- WORK REQUEST: Without the pictures, set down the records below word for word.

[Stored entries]
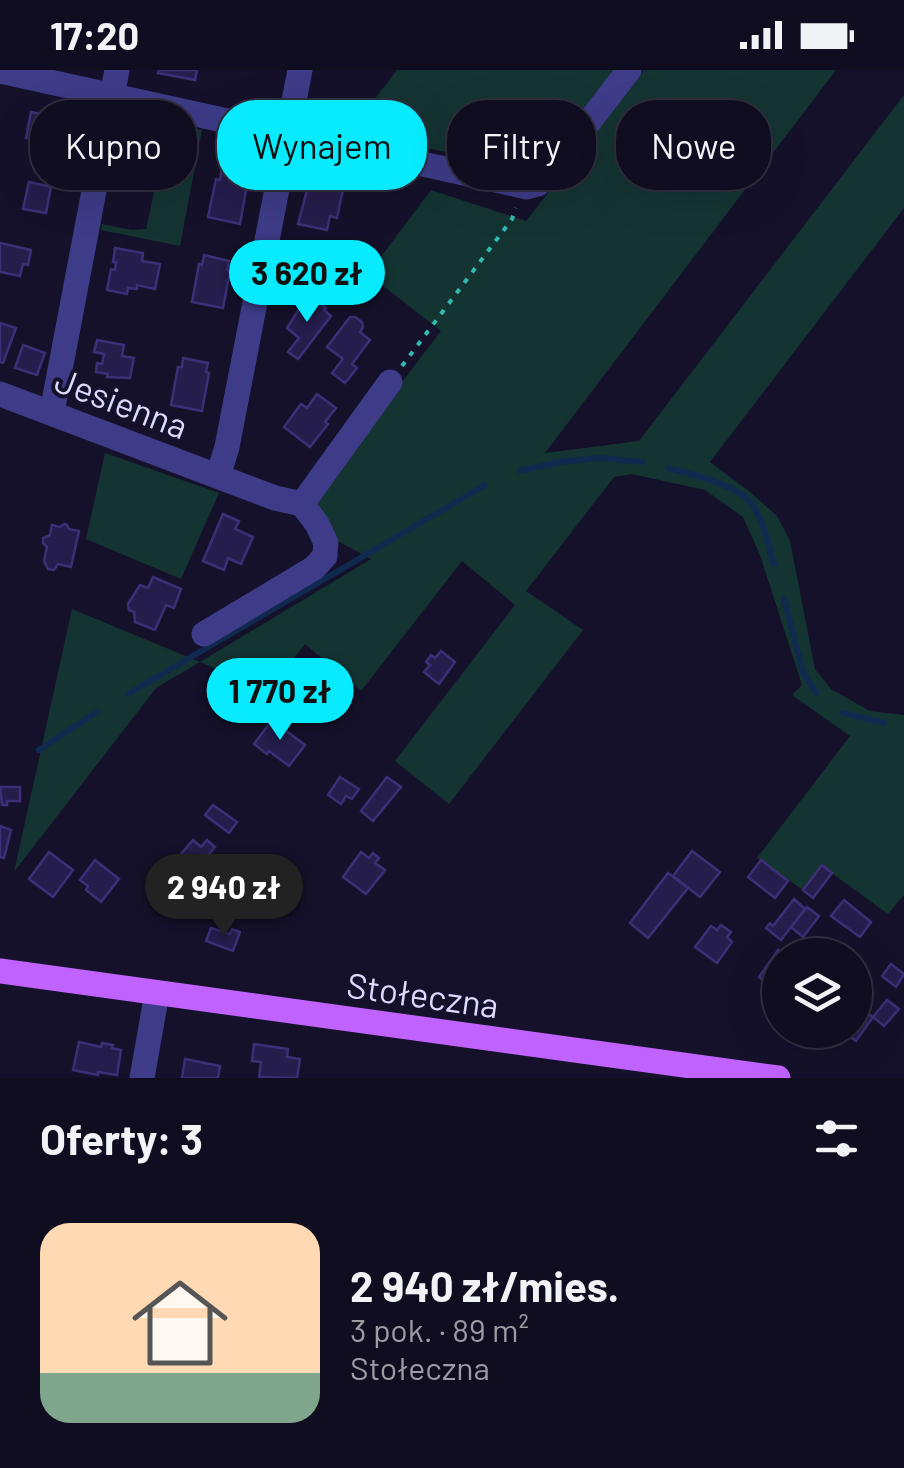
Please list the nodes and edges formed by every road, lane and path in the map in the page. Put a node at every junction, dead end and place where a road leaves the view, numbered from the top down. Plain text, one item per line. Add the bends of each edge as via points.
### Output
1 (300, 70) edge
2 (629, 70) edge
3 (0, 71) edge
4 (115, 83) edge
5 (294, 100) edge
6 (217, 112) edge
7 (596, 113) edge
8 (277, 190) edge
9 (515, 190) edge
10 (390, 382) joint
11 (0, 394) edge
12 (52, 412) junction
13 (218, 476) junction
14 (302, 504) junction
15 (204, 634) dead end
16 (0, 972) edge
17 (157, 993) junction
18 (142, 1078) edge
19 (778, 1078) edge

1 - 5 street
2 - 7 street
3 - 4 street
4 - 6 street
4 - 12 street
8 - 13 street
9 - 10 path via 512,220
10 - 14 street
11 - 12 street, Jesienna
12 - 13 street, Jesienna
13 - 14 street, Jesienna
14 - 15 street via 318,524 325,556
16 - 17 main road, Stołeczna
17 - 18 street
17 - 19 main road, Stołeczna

- WRITTEN ANSWER:
Please list the nodes and edges formed by every road, lane and path in the map in the page. Put a node at every junction, dead end and place where a road leaves the view, numbered from the top down. Plain text, one item per line. Add the bends of each edge as via points.
### Output
1 (300, 70) edge
2 (629, 70) edge
3 (0, 71) edge
4 (115, 83) edge
5 (294, 100) edge
6 (217, 112) edge
7 (596, 113) edge
8 (277, 190) edge
9 (515, 190) edge
10 (390, 382) joint
11 (0, 394) edge
12 (52, 412) junction
13 (218, 476) junction
14 (302, 504) junction
15 (204, 634) dead end
16 (0, 972) edge
17 (157, 993) junction
18 (142, 1078) edge
19 (778, 1078) edge

1 - 5 street
2 - 7 street
3 - 4 street
4 - 6 street
4 - 12 street
8 - 13 street
9 - 10 path via 512,220
10 - 14 street
11 - 12 street, Jesienna
12 - 13 street, Jesienna
13 - 14 street, Jesienna
14 - 15 street via 318,524 325,556
16 - 17 main road, Stołeczna
17 - 18 street
17 - 19 main road, Stołeczna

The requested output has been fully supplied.